RAW DATA:
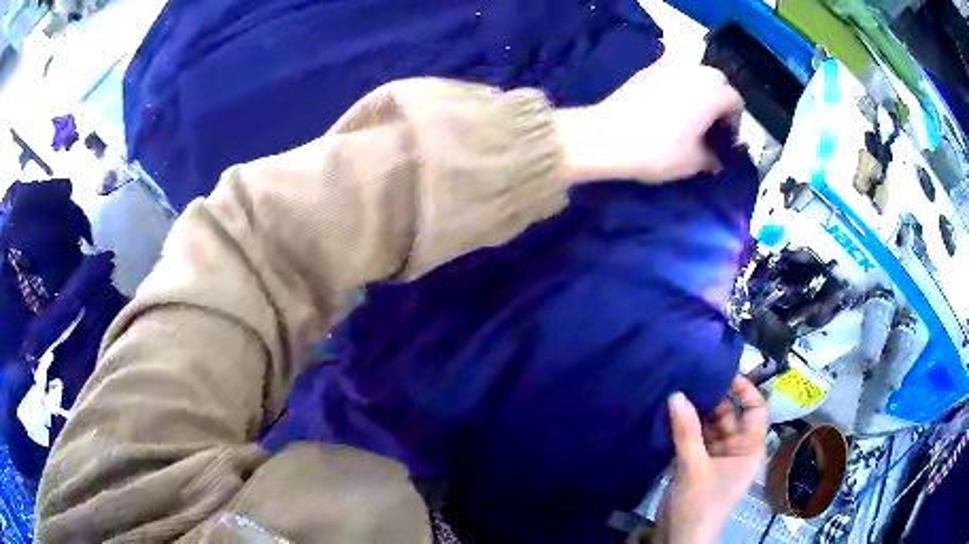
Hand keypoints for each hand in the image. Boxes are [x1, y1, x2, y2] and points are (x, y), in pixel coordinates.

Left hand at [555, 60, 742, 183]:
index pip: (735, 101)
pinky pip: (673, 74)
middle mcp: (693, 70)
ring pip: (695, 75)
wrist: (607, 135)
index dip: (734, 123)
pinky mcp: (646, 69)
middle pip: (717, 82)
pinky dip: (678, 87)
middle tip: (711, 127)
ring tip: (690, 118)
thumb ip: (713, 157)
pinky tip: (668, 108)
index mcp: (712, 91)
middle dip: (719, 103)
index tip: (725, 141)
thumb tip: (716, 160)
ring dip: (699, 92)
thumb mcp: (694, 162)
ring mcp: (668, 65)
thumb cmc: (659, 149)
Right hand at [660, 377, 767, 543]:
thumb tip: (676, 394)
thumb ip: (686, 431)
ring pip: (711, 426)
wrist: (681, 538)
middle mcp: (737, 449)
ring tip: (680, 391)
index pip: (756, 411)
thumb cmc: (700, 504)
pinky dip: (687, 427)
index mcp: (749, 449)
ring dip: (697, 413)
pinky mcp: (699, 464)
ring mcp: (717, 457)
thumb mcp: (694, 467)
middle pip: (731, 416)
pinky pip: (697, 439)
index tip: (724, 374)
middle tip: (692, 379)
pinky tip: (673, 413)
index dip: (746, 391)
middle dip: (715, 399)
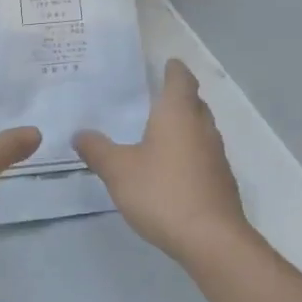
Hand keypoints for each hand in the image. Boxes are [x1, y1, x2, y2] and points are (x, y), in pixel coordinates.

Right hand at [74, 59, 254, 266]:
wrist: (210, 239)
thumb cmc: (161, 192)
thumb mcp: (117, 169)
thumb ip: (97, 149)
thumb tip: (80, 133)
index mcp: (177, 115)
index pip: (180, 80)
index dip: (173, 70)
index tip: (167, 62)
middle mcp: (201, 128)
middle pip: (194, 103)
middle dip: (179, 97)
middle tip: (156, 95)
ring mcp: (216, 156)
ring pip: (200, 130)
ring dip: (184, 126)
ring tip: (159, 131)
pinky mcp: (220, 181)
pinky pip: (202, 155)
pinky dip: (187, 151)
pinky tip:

WHAT THE TASK ASKS: Copy the lines from the entries above in which the word "ring" appears.

FINAL ANSWER:
ring pip: (695, 75)
ring tip: (690, 118)
ring dip: (699, 92)
ring mcp: (668, 65)
ring pip: (711, 426)
ring tip: (680, 391)
ring dip: (697, 413)
ring mcp: (717, 457)
ring mcp: (216, 156)
ring pip: (200, 130)
ring dip: (184, 126)
ring tip: (159, 131)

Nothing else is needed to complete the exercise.